Fancy a wallaby sandwich on Australia Day? You would have to travel to a remote part of the country to try it.
In a small van tucked away in a corner of the windy town of Whitemark on Flinders Island, Mikey Yeo whips up one of his locally prized wallaby sandwiches.
Sourced straight from the local slaughterhouse, the wallaby has been browsing on salted grass for added flavour.
Nutritionally, wallaby is a high-protein, low-fat meat that has been a staple of the local palawa people for millennia.
It is uniquely Tasmanian and the island nation is the only place in the country where it is legal to process the environmentally sustainable meat. The product is sold in Tasamnia and in some mainland supermarkets.
For Mikey, wallaby is his favorite meat.
“A good sandwich is damn hard to find,” says Mikey.
“[But a] good sanga is a great menu item to have, I think.”
Mikey lays out fresh white bread, an essential ingredient for a soft sandwich.
“Up to a point, there’s nothing more delicious than a little white bread sandwich,” says Mikey.
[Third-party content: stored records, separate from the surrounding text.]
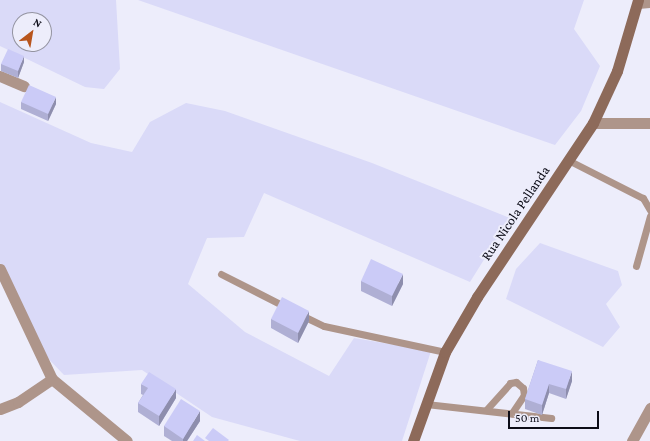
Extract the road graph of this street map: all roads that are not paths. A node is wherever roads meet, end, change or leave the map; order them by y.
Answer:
1 (638, 2) edge
2 (650, 2) edge
3 (0, 76) edge
4 (24, 86) dead end
5 (593, 123) junction
6 (650, 123) edge
7 (568, 160) junction
8 (650, 210) edge
9 (650, 216) edge
10 (636, 266) dead end
11 (0, 269) edge
12 (222, 274) dead end
13 (445, 352) junction
14 (52, 379) junction
15 (426, 404) junction
16 (650, 408) edge
17 (0, 409) edge
18 (486, 410) junction
19 (512, 413) junction
20 (551, 418) dead end
21 (127, 441) edge
22 (413, 441) edge
23 (632, 441) edge

1 - 2 street
1 - 5 main road, Rua Nicola Pellanda
3 - 4 street
5 - 6 street
5 - 7 main road, Rua Nicola Pellanda
7 - 8 lane
7 - 13 main road, Rua Nicola Pellanda
9 - 10 lane
11 - 14 street
12 - 13 lane
13 - 15 main road, Rua Nicola Pellanda
14 - 17 street
14 - 21 street
15 - 18 lane
15 - 22 main road, Rua Nicola Pellanda
16 - 23 street
18 - 19 lane
18 - 19 lane
19 - 20 lane

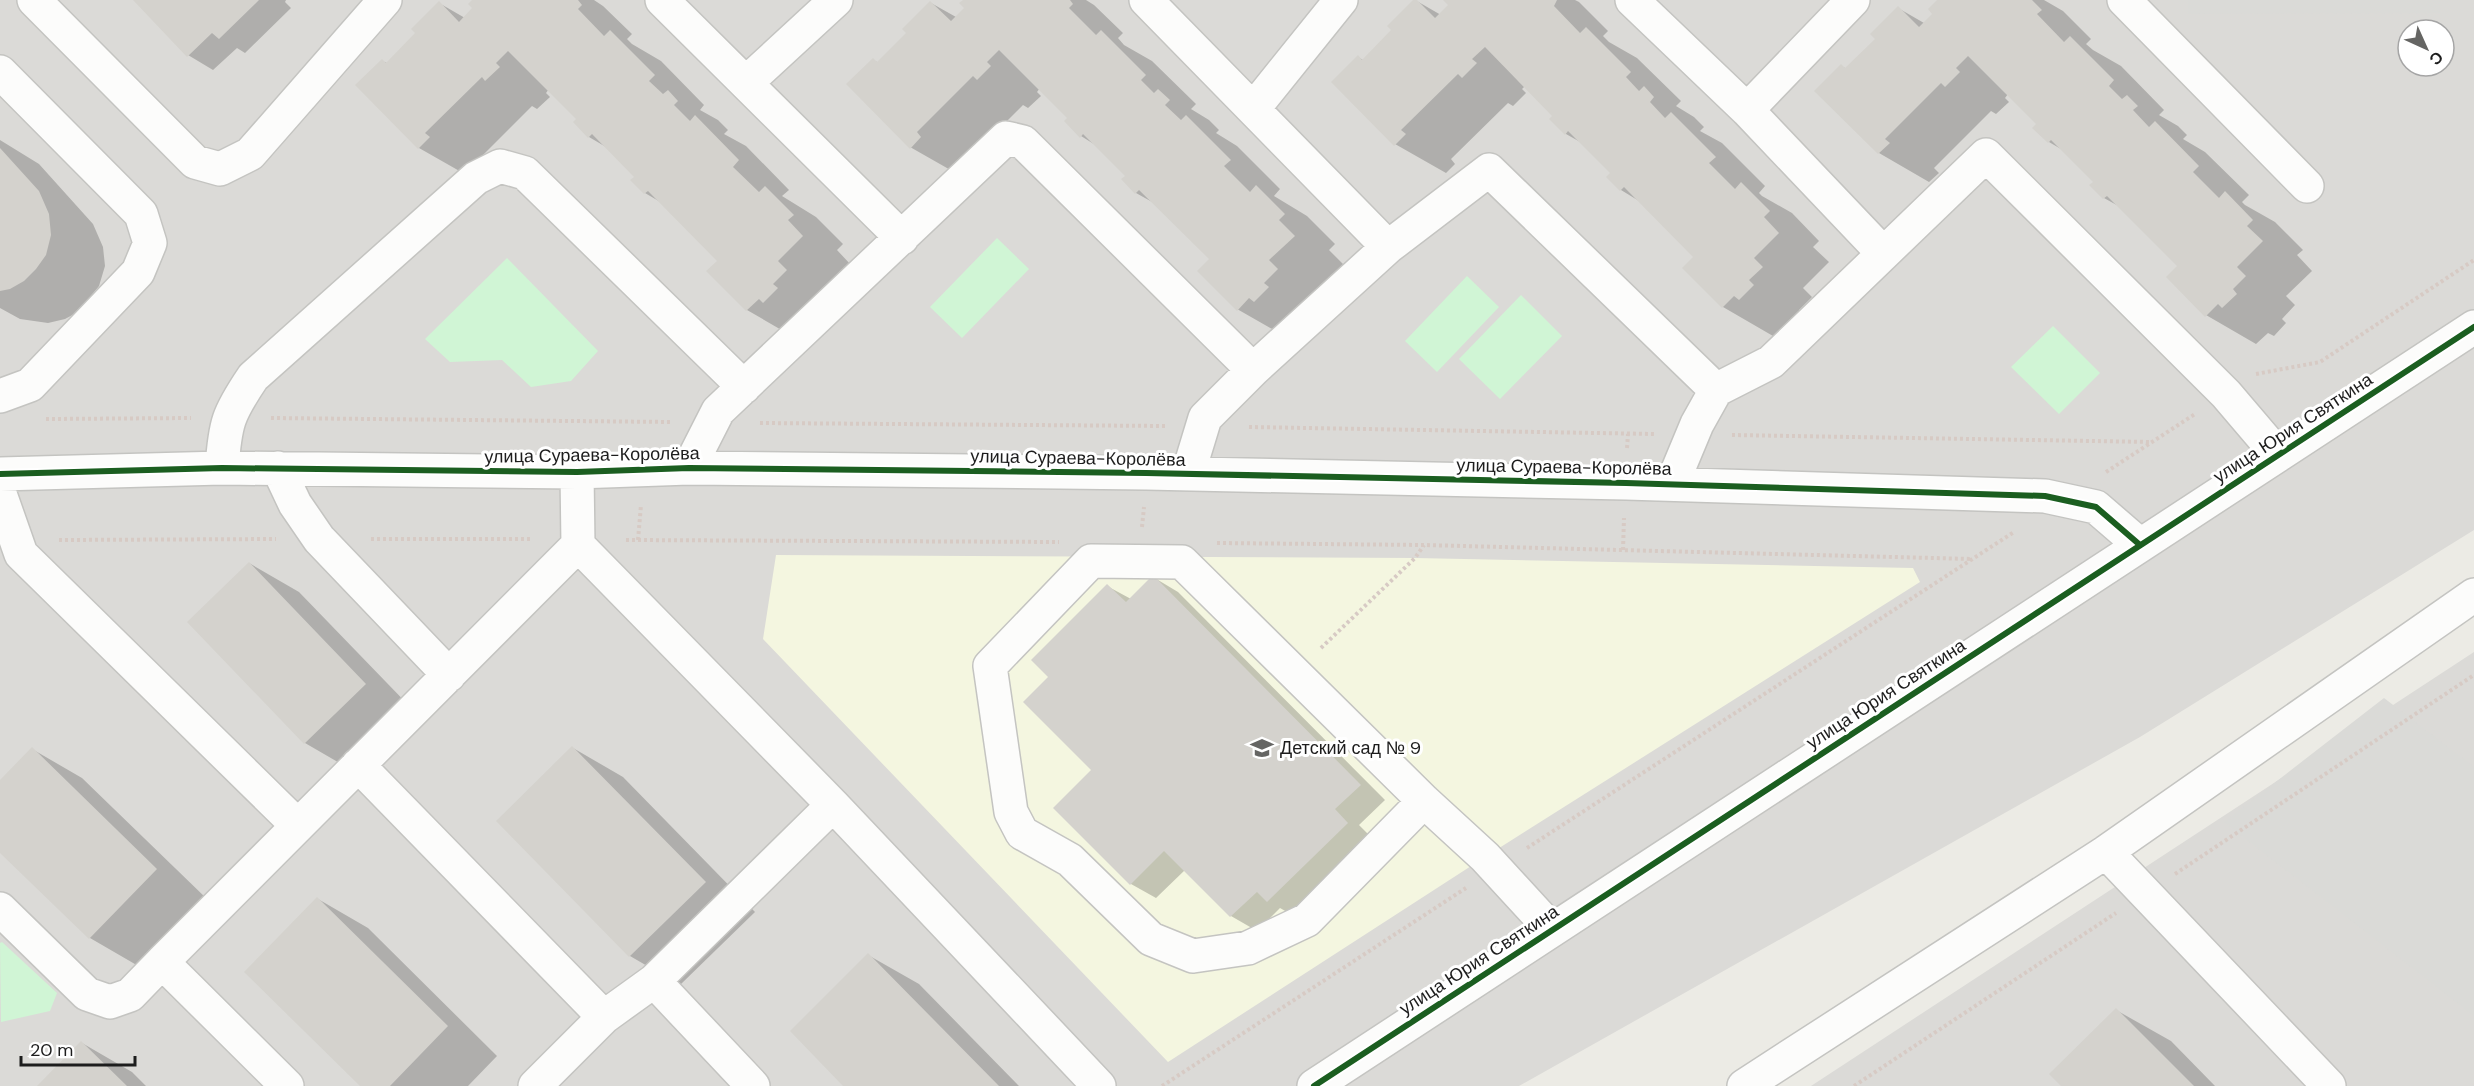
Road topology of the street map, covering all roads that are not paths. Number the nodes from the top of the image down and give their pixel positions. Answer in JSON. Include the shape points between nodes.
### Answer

“So to me, texture is the most important thing when you’re eating, right? It’s all about texture.
“The whole wallaby schnitty sanger should be crispy, hot, salty, sour, soft in taste and the white bread finishes it off.
“It’s quite lean meat, so it needs to be cooked well, and it’s plentiful here on the island.
“We’re lucky to have the slaughterhouse, and they make a lot of wallabies. It’s a great choice of meat. It’s healthy and sustainable.”
Spices and fillings all homemade
Mikey’s next tip is all about the spices. He can’t get enough of them and they have to be on the top and bottom of the sandwich.
He makes his own hot sauce mayo and dijon mustard mix made with dijon mustard, vinegar and olive oil.
An important ingredient is the addition of a crisp fresh salad, preferably locally grown.